Very few people have the ability to win you over based on their humility and personal connect, even when they bring to the table something that is worthy of serious attitude. A different kind of ‘swag’!

It did not take long to get to know or reference Amit, through the Deutsche Bank networks or his IIM-A circles. The narrative, as well as the big smile on every face in response to his mention, has always been consistent. The smile is invariably a reflection of fondness combined with admiration and amazement. 

When we first met Amit in early 2018, he introduced himself as someone that ‘grew up in a small town called Udaipur’, and mentioned how he had exhausted his language learning capabilities in trying to learn English through middle school. We backed him for a journey that was close to all our hearts – an ambition that we shared. He truly and deeply cared about the fact that education did not result in ‘employment with dignity’ in India.
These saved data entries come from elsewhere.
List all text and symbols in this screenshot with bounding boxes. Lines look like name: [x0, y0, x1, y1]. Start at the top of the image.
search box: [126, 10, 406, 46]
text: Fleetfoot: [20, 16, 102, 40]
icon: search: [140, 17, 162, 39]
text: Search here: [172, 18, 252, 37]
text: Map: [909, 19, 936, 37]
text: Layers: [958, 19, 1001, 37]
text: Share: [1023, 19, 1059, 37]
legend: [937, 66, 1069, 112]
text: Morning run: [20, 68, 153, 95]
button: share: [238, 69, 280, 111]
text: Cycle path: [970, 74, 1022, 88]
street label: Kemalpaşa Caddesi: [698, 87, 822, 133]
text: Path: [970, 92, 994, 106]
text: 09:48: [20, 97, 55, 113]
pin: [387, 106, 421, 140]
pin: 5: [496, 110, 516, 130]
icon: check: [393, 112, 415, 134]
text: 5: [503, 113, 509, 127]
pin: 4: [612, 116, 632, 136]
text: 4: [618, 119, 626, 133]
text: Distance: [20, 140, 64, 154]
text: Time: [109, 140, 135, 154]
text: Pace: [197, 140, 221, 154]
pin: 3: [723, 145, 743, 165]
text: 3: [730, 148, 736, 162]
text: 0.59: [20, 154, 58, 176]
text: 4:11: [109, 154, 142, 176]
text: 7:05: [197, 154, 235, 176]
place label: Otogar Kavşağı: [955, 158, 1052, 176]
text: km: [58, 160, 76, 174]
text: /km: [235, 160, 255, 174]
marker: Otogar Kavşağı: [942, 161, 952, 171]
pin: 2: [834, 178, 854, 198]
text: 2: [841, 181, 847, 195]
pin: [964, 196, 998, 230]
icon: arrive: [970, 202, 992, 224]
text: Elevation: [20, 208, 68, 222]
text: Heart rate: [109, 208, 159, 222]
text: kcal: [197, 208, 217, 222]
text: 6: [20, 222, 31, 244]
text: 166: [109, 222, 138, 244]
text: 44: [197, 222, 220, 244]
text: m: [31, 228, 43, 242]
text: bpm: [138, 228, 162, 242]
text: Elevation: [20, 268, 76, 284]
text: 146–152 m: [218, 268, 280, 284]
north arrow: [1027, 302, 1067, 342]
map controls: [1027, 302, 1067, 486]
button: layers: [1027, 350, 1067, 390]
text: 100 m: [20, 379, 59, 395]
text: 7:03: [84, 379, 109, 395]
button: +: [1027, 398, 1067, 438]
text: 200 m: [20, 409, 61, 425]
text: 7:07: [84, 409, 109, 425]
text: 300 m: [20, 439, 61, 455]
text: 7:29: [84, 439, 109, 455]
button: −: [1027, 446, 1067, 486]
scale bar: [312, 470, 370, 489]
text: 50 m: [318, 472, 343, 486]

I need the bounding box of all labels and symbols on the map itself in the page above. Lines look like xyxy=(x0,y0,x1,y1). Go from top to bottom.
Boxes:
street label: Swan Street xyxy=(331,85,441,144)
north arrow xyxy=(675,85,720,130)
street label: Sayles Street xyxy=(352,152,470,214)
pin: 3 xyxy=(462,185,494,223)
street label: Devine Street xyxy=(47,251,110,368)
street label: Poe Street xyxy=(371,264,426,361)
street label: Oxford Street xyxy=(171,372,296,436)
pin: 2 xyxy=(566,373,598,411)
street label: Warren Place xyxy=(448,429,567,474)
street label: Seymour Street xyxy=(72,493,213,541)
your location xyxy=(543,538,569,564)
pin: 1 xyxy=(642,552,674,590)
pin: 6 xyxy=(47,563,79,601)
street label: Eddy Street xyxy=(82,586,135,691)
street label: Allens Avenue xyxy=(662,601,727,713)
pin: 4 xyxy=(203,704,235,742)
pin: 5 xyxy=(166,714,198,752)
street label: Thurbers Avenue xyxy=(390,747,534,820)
He had a plan – to enable the youth of the country along with housewives, retired folks and anyone else with spare capacity to discover their true strengths through new age career paths. He wanted them to be able to do this with pride, without getting boxed into stereotypes defined by their societal role or their education … and for each of them to find a personalised goal that solved for unemployment in a meaningful manner, at scale.

This was never going to be easy. We knew we needed an exceptional leader at the front of this and as part of getting to know him better, he took us into the field (the market) – in this case, on Amit’s keen request, to his hometown in Udaipur. Apart from all the ‘validating’ conversations on the ground, what struck me was the pride so many people felt for Amit. His success and growth had led to a shared sense of pride, not just for his family, but also for his neighbourhood and community – everyone felt they partly owned this success. 

He was a person of incessant details and was highly intellectual, one of the rare founders that pushed me to fatigue and frustration with his detail oriented negotiations. This was until I pulled out the trust card to ask him to sign up to my final but completely revised, zero base proposal without a single word negotiated. To my surprise he did – in an instant, without brooding over it. That was Amit.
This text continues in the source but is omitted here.